アメリカでは「燃え尽き症候群」といいますけれど、この「燃え尽き症候群」に対する研究所って、ものすごいんです。手話通訳者養成のための予算もすごいです。通訳養成の学校に来る人には交通費を払う、手当てを払う。日本は全部自前。その上、日本では通訳の仕事を始めて最初の頃の収入はあまり期待しない方がいい。だんなの収入に頼るしかない。だから日本の手話通訳は女性ばっかり。男が、変な話ですが、男が働くにはとても食わしていけない。千葉では男が何人かいますけれど、だいたい嫁さんの扶養家族です。嫁さん、看護婦さんとか、公務員。
僕は最多収入者ですから、大きい顔してるわけです。でも、大概の通訳者は「お前何だよ、ヒモのくせして、偉そうに」こういういわれてしまうわけです。日本の手話通訳者は殆ど、そう。
自腹で勉強して、通訳になりませんか?って言われて、「はい、私やります」って言ったら、悪劣な労働条件。一方、今やアメリカでは、手話を勉強する人に手当てを支給して、手話を勉強してもらうのだという国の立場です。なおかつ、絶対病気にしないという意志がそこに現れています。
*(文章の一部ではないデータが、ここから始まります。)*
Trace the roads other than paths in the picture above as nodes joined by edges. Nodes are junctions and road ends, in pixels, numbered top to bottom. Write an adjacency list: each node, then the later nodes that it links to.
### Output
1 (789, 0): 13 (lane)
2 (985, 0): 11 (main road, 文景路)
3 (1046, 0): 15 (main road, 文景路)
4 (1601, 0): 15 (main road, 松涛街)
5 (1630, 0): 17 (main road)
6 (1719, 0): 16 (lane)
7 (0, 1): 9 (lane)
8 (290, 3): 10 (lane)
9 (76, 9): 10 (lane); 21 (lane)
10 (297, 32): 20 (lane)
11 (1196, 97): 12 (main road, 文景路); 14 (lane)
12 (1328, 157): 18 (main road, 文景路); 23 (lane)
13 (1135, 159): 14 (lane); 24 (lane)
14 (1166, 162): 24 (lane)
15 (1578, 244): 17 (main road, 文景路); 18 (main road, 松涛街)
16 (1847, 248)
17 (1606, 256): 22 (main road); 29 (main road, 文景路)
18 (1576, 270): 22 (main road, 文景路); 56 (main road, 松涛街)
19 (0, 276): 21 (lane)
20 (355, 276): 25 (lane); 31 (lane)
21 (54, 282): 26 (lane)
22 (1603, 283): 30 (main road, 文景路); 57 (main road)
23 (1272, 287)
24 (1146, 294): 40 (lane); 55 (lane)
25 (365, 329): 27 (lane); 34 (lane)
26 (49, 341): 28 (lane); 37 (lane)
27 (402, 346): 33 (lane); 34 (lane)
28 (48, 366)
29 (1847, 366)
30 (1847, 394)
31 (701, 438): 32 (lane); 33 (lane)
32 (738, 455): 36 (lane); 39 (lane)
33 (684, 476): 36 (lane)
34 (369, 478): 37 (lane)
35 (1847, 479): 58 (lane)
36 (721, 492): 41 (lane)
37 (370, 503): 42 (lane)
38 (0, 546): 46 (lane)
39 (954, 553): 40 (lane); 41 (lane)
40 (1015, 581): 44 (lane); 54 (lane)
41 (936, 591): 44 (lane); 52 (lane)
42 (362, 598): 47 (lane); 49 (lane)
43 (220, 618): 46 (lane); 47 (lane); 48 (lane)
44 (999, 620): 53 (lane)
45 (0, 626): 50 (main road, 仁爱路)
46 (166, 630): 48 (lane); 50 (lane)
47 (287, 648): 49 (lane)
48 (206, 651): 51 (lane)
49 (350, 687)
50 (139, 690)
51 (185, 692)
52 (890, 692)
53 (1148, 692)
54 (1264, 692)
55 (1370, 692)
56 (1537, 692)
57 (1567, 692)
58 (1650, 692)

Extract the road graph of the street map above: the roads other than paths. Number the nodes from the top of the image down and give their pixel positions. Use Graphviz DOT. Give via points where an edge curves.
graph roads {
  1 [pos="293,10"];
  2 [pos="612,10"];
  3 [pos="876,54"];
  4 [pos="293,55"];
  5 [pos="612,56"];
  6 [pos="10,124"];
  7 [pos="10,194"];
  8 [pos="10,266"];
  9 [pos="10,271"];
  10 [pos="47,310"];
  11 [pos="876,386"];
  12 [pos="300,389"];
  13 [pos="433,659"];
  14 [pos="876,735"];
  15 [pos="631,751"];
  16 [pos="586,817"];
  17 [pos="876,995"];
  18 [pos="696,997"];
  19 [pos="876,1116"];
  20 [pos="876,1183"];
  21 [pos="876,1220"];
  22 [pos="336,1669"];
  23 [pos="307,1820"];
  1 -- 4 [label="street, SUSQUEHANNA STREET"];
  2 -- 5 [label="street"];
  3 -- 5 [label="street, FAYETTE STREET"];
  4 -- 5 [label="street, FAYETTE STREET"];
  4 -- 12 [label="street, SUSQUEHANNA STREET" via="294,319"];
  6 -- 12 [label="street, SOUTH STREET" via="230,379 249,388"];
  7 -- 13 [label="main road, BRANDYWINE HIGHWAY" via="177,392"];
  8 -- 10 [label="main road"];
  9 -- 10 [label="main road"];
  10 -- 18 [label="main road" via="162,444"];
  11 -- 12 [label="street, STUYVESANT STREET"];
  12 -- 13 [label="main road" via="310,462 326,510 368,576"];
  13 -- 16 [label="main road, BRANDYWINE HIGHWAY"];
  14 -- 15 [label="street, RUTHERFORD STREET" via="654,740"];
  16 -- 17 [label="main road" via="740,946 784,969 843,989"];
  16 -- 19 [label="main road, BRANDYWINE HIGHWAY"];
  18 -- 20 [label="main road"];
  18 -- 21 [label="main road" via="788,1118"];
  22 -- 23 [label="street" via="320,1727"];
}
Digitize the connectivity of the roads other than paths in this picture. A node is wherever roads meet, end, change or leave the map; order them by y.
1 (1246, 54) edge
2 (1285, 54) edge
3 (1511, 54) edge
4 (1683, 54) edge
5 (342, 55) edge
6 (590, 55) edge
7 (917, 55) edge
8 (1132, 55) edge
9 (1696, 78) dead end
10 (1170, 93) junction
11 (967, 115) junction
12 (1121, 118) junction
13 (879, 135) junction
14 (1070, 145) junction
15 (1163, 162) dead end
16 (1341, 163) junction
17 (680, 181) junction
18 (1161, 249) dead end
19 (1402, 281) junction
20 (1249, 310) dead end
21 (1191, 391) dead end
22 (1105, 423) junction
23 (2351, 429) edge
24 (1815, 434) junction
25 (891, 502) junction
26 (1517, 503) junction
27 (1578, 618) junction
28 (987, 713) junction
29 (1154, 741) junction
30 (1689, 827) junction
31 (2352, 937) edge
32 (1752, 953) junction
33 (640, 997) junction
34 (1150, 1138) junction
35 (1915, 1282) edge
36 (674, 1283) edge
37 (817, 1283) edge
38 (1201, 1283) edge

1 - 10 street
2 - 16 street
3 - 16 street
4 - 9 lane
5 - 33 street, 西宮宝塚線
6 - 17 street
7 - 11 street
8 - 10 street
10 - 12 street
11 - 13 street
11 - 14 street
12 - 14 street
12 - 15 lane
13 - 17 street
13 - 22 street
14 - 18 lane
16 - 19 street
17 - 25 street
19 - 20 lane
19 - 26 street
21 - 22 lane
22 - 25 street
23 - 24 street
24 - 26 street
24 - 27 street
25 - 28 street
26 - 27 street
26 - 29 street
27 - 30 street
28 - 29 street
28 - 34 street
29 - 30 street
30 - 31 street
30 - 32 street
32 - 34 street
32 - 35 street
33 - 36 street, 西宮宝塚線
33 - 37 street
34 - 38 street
ですから 頸腕にならないような手の動き方とかをマスターしない限り次に進めない。そういうこともとても大事です。
とりあえず手話の勉強の前にストレッチをやります。終わったらストレッチでほぐしましょう。ということはしなければ。ハートtoハートを買うとこれも(木下注;ストレッチ運動の一覧表)付いてきますので、ぜひお買い求めいただければいいと思います。
ちょうど2時間経ちましたのでこれで終わります。